Problem to solve: Scan the listing beneath this sentence. Report each line with the word "bridge".

((

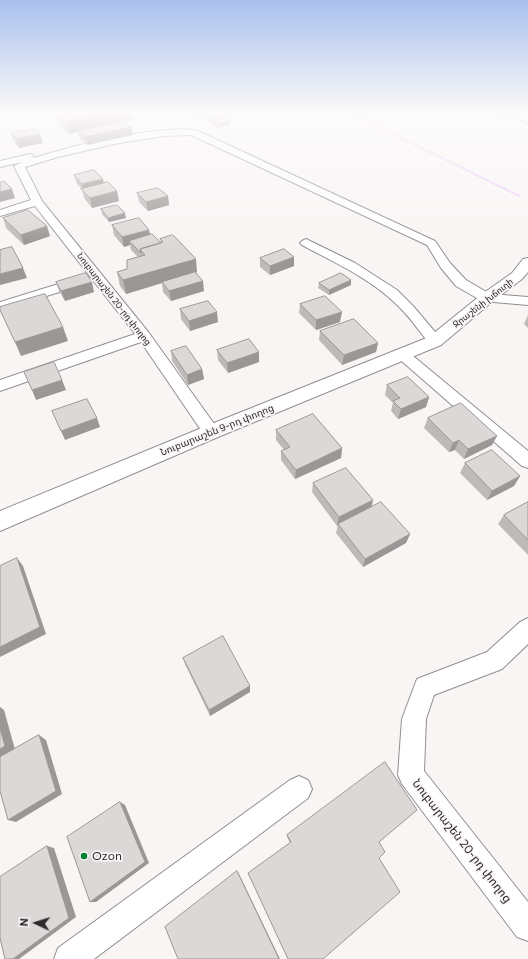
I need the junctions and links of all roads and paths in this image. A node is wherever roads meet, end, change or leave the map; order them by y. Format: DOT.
graph roads {
  1 [pos="29,157"];
  2 [pos="49,157"];
  3 [pos="247,157"];
  4 [pos="0,164"];
  5 [pos="37,202"];
  6 [pos="0,213"];
  7 [pos="306,243"];
  8 [pos="528,262"];
  9 [pos="96,276"];
  10 [pos="487,298"];
  11 [pos="528,301"];
  12 [pos="0,306"];
  13 [pos="144,336"];
  14 [pos="435,341"];
  15 [pos="402,354"];
  16 [pos="0,386"];
  17 [pos="211,432"];
  18 [pos="528,461"];
  19 [pos="0,521"];
  20 [pos="528,629"];
  21 [pos="299,789"];
  22 [pos="528,926"];
  23 [pos="68,959"];
  1 -- 4 [label="street"];
  2 -- 5 [label="street, Նուբարաշեն 20-րդ փողոց"];
  3 -- 10 [label="street, Նուբարաշեն 20-րդ փողոց"];
  5 -- 6 [label="street"];
  5 -- 9 [label="street, Նուբարաշեն 20-րդ փողոց"];
  7 -- 14 [label="street"];
  8 -- 10 [label="main road, Ջրաշենի խճուղի"];
  9 -- 12 [label="street"];
  9 -- 13 [label="street, Նուբարաշեն 20-րդ փողոց"];
  10 -- 11 [label="street"];
  10 -- 14 [label="main road, Ջրաշենի խճուղի"];
  13 -- 16 [label="street"];
  13 -- 17 [label="street, Նուբարաշեն 20-րդ փողոց"];
  14 -- 15 [label="main road, Նուբարաշեն 9-րդ փողոց"];
  15 -- 17 [label="main road, Նուբարաշեն 9-րդ փողոց"];
  15 -- 18 [label="street"];
  17 -- 19 [label="main road, Նուբարաշեն 9-րդ փողոց"];
  20 -- 22 [label="street, Նուբարաշեն 20-րդ փողոց"];
  21 -- 23 [label="street"];
}
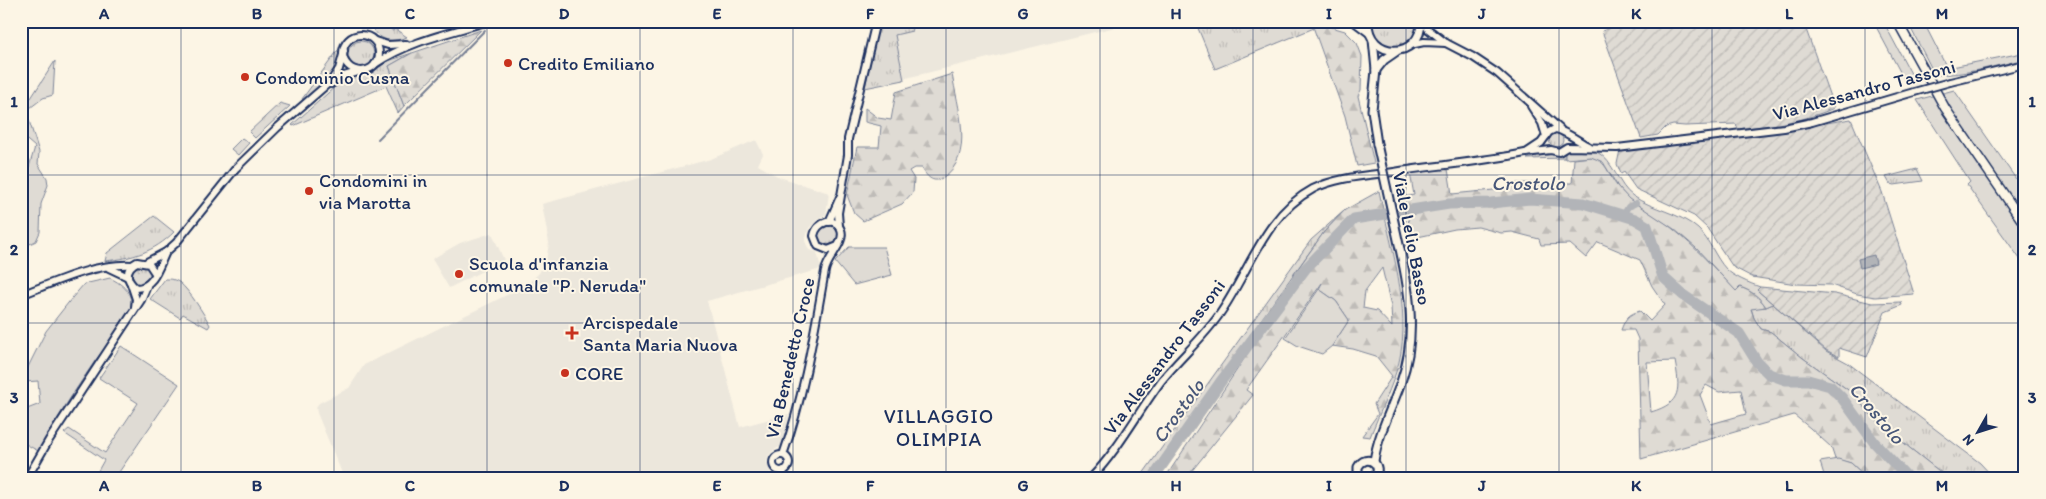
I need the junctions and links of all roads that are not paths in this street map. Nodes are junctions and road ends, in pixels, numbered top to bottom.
1 (489, 21) edge
2 (876, 21) edge
3 (1353, 21) edge
4 (1368, 21) edge
5 (1422, 21) edge
6 (1897, 21) edge
7 (1371, 36) junction
8 (375, 41) junction
9 (412, 44) junction
10 (1446, 44) junction
11 (1410, 46) junction
12 (344, 51) junction
13 (1397, 51) junction
14 (375, 64) junction
15 (2025, 64) edge
16 (1376, 70) junction
17 (361, 71) junction
18 (323, 88) junction
19 (1527, 101) junction
20 (1560, 129) junction
21 (1568, 136) junction
22 (1546, 137) junction
23 (1567, 147) junction
24 (1590, 147) junction
25 (1551, 150) junction
26 (1525, 153) junction
27 (840, 196) junction
28 (829, 222) junction
29 (2025, 225) edge
30 (839, 226) junction
31 (838, 246) junction
32 (821, 248) junction
33 (166, 252) junction
34 (147, 262) junction
35 (132, 265) junction
36 (108, 267) junction
37 (826, 267) junction
38 (155, 273) junction
39 (128, 277) junction
40 (131, 284) junction
41 (147, 286) junction
42 (21, 295) edge
43 (134, 309) junction
44 (1376, 446) junction
45 (783, 456) junction
46 (1365, 460) junction
47 (1374, 462) junction
48 (784, 470) junction
49 (1359, 477) edge
50 (27, 478) edge
51 (782, 478) edge
52 (1091, 478) edge
53 (1374, 478) edge

1 - 9 street
2 - 27 street
3 - 7 street
4 - 7 main road, Viale Lelio Basso
5 - 10 street
5 - 11 main road
6 - 29 main road
7 - 13 main road
7 - 16 main road, Viale Lelio Basso
8 - 9 street
8 - 12 street
8 - 14 street
9 - 14 street
10 - 11 street
10 - 19 street
11 - 13 main road
12 - 17 street
12 - 18 street
13 - 16 main road
14 - 17 street
15 - 24 street, Via Alessandro Tassoni, bridge
16 - 44 main road, Viale Lelio Basso, bridge
17 - 18 street
18 - 33 street
19 - 20 street
19 - 22 street
20 - 21 street, Via Alessandro Tassoni
20 - 22 street, Via Alessandro Tassoni
21 - 23 street
21 - 24 street, Via Alessandro Tassoni
22 - 25 street
22 - 26 street, Via Alessandro Tassoni
23 - 24 street, Via Alessandro Tassoni
23 - 25 street, Via Alessandro Tassoni
25 - 26 street, Via Alessandro Tassoni
26 - 52 street, Via Alessandro Tassoni
27 - 28 street
27 - 30 street
28 - 30 street
28 - 32 street
30 - 31 street
31 - 32 street
31 - 37 street, Via Benedetto Croce
32 - 37 street, Via Benedetto Croce
33 - 34 street
33 - 38 street
34 - 35 street
34 - 38 street
35 - 36 street
35 - 39 street
36 - 39 street
36 - 42 street
37 - 45 street, Via Benedetto Croce
38 - 41 street
39 - 40 street
40 - 41 street
40 - 43 street
41 - 43 street
43 - 50 street
44 - 46 main road
44 - 47 main road
45 - 48 street
45 - 48 street
46 - 47 main road
46 - 49 main road
47 - 53 main road
48 - 51 street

))

Task solution:
15 - 24 street, Via Alessandro Tassoni, bridge
16 - 44 main road, Viale Lelio Basso, bridge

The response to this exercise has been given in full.